I know that sphinx might be tempting right now but i would definitely go with lucene. Because we can then live off the development and maintenance of mediawiki instead of doing our own. I also think we should use the same style as the mediawiki search page because people are used to it.
Yes, I agree that that the search integration bothers me too. If Sphinx had the same quality of plugin as MWSearch, then I would be much more convinced that it is better choice for us. As it is right now, I suppose it's something of a coin toss. One option is to rework the plugin to integrate with the default search functions instead of working around them. This shouldn't be as hard as it sounds. The vast majority of this would be in a single PHP file, and I don't think it would take more than a couple of hours. I could do it myself if I wasn't so swamped by other requests. The default search and both search extensions are hardly ever updated, there wouldn't be much work once this is done. Anyways, it's just a thought.
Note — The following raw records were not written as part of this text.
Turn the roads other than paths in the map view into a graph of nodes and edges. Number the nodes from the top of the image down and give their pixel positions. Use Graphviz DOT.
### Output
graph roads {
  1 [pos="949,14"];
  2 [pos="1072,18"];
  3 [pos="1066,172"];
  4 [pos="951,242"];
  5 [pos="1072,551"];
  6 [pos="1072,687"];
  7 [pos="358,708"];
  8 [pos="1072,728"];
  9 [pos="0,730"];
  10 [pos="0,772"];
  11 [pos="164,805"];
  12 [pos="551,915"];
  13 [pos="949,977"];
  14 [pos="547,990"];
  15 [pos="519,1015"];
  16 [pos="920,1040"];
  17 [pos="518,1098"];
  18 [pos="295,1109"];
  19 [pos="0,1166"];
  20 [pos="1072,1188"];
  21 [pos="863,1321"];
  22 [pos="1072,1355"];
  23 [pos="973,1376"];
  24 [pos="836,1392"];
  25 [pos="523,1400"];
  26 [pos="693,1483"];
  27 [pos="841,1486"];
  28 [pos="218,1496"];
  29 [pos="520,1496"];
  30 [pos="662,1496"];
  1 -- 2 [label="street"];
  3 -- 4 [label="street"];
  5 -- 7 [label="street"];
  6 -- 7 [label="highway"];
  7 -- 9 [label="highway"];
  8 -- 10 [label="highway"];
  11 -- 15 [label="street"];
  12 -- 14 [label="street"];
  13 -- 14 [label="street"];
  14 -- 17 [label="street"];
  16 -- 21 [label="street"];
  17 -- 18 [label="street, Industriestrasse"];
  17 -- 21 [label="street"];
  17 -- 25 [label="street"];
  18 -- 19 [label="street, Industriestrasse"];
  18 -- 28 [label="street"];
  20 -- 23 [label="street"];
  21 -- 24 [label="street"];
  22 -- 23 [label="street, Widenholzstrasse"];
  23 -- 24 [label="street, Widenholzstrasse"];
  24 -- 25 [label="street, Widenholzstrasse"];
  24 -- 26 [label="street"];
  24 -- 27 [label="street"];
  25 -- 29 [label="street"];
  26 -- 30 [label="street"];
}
One of my main concerns for Lucene are that the indexing process is very heavy, so I wouldn't want to run it more than once or maybe twice a day, compared to every few minutes for Sphinx. There is a way to do incremental updates, but it involves yet another extension and schema change, and there have been numerous problems reported with it. The other big concern is that I cannot get suggestions to work at all under Lucene. The spelling index gets created, but I cannot get the search daemon to use it. I'm going to try compiling the Java source under the system's JDK and Ant to see if that gets me anywhere. If I can get the suggestion functionality to work, then I will agree that Lucene is absolutely the superior choice (their suggestion functionality beats aspell/pspell hands down).